With this, even if you create a graph network, it becomes difficult to realize the difference in the number of people. ``
Therefore, the difference in the number of players for each title was normalized by the maximum number, and then ** powered to make the difference extremely wide **.
--Before processing
--After processing: Relative differences for each title are widespread
Do the same for the edge thickness
player_dict={} #Stores the number of players for each title
for gen in node_list:d
player_dict[gen] = df[gen].sum()
#Setting the drawing size of the node. Emphasize the difference as it is difficult to compare with a large number
#Also,
node_size=[(v-4000)**2*10000/(max(player_dict.values())**2) for v in player_dict.values()]
def make_node_color(node_list):
#Minor change version. Processing to add different colors to the remake version
minor_change=['02_Pi','04_Ku','07_Em','09_Pt', '12_BW2','16_USUM']
remake=['06_FRLG', '10_HGSS','14_ORAS', '17_Pikabui']
color_list=[]
for node in node_list:
if node in minor_change:
color = 3000
elif node in remake:
color = 6000
else:
color = 10000
color_list.append(color)
return color_list
node_color = make_node_color(node_list)
#Draw a node on the graph.
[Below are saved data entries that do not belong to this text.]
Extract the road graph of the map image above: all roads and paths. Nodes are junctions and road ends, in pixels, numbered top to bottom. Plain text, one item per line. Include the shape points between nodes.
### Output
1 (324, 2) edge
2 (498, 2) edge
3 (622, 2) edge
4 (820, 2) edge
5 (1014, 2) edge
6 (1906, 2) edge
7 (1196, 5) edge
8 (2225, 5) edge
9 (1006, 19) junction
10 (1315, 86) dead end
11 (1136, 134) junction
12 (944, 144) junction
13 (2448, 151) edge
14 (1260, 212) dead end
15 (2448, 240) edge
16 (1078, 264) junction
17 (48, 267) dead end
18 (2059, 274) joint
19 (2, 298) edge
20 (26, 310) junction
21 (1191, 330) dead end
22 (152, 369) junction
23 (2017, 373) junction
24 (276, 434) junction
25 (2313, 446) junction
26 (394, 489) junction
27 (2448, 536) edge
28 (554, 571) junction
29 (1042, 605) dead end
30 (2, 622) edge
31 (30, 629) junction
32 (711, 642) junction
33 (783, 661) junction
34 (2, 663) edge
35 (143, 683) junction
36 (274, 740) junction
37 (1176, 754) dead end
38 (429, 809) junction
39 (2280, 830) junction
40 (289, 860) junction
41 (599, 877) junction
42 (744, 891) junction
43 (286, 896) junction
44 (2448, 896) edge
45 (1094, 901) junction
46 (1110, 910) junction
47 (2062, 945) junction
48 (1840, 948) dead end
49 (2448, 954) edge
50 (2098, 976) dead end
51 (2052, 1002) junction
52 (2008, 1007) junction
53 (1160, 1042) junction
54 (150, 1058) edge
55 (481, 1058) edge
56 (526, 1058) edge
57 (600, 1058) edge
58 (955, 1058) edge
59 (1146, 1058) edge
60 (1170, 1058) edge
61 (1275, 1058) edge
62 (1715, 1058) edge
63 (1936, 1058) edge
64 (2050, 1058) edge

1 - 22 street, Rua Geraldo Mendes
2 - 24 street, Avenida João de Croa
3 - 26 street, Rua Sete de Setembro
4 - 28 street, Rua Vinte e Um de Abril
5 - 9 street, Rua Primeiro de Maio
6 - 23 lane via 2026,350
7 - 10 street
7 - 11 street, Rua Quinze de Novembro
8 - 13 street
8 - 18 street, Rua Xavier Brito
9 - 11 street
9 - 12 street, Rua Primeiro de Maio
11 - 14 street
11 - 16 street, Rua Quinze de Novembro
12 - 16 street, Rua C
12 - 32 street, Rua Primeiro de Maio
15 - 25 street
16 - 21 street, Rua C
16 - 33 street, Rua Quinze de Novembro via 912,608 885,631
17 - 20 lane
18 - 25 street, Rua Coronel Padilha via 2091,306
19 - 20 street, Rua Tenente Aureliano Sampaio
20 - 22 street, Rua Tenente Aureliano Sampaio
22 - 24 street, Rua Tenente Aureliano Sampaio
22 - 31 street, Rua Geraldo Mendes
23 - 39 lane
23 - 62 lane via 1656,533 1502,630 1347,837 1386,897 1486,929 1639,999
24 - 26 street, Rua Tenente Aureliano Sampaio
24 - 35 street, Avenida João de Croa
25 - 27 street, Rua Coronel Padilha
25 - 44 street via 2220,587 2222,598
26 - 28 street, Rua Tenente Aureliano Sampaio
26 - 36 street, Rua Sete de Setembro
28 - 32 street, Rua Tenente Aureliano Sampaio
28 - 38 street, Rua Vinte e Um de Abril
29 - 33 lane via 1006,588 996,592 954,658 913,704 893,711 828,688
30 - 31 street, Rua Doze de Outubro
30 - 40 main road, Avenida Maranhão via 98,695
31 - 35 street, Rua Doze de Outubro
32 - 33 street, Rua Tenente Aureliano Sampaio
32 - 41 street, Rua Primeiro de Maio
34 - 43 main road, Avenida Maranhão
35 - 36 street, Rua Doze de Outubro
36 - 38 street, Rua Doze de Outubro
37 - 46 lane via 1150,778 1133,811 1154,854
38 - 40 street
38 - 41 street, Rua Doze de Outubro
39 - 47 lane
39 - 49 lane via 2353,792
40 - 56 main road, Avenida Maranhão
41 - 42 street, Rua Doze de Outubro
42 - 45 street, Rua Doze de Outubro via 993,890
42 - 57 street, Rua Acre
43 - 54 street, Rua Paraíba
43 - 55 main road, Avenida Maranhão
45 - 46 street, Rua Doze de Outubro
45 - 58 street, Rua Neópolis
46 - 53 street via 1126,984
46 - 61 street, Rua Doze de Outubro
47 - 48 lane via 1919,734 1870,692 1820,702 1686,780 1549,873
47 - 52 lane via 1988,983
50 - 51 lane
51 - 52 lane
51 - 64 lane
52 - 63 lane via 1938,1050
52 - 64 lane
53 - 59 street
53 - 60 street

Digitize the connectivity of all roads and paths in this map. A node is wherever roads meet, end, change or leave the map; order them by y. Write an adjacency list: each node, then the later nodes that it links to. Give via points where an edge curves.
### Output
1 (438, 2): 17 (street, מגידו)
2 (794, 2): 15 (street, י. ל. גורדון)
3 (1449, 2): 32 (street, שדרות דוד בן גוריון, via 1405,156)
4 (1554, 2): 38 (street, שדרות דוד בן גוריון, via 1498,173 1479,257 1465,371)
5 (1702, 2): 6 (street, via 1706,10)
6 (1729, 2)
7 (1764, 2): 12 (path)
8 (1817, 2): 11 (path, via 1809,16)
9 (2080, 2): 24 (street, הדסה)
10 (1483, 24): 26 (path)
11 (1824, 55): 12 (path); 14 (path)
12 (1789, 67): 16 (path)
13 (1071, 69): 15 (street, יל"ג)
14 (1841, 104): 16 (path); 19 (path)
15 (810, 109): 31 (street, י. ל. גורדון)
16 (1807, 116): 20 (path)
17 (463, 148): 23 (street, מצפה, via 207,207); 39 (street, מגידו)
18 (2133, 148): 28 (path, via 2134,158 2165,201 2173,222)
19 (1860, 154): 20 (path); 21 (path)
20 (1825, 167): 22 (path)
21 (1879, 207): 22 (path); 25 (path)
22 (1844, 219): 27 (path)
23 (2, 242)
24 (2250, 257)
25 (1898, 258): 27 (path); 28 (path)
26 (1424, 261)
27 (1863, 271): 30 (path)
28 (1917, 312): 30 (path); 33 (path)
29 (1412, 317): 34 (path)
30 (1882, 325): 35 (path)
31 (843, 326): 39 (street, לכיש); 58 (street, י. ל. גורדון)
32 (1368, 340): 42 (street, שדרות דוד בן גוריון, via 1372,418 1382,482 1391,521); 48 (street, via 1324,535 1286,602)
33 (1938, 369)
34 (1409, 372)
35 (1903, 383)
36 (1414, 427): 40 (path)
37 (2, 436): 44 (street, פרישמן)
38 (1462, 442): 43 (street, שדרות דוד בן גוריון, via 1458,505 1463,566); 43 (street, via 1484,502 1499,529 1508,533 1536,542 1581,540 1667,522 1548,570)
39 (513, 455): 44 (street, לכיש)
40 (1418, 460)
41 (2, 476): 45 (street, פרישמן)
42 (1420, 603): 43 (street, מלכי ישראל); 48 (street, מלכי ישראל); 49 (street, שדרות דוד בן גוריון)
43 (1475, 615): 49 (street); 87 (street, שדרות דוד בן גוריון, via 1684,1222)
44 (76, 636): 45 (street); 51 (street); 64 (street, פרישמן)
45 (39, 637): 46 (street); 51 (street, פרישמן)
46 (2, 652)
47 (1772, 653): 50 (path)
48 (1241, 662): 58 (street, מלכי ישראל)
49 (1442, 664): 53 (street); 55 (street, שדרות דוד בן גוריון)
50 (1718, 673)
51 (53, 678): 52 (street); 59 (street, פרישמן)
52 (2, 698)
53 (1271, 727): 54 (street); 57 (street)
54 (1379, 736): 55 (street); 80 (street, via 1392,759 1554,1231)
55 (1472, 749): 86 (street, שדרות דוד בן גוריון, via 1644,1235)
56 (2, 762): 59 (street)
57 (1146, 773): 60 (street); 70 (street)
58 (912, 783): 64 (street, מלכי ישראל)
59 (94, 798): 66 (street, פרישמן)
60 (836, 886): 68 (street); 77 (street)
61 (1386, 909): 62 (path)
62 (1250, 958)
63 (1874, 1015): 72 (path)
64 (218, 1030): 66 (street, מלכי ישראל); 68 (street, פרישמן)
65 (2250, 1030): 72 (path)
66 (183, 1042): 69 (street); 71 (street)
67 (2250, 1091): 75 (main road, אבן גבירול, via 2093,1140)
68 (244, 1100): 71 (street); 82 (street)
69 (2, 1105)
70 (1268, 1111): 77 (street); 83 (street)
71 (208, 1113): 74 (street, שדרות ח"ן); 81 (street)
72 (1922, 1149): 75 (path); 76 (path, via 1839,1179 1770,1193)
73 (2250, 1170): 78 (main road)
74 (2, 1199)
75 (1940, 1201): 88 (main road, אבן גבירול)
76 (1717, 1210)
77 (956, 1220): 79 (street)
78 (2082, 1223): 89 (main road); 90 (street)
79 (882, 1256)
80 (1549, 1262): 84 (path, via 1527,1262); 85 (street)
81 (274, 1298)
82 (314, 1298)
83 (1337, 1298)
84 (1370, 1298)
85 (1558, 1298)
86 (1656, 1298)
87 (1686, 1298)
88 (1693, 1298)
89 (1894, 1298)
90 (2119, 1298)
Set the node color and size here
nx.draw_networkx_nodes(G, pos, node_color=node_color,
cmap=plt.cm.Reds,
alpha=0.7,
node_size=node_size)
#Japanese label
nx.draw_networkx_labels(G, pos, fontsize=20, font_family='IPAexGothic', font_weight="bold")
#Edge thickness adjustment.This also emphasizes the difference
edge_width = [np.exp(d["weight"]-0.3)**5 for (u, v, d) in G.edges(data=True)]
#Edge drawing
nx.draw_networkx_edges(G, pos, alpha=0.4, edge_color=edge_width, width=edge_width,edge_cmap=plt.cm.Blues)
plt.axis('off')
** This makes the relationship between each title more emphasized and easier to see. ** **
Since networkx is used by fewer people than the pandas library, it may be difficult to find an article that suits your purpose. However, expressions that cannot be expressed by matplotlib or seaborn are possible. However, trial and error is required for easy-to-understand visualization, and it is necessary to organize the colors and sizes. I often don't know much about networkx.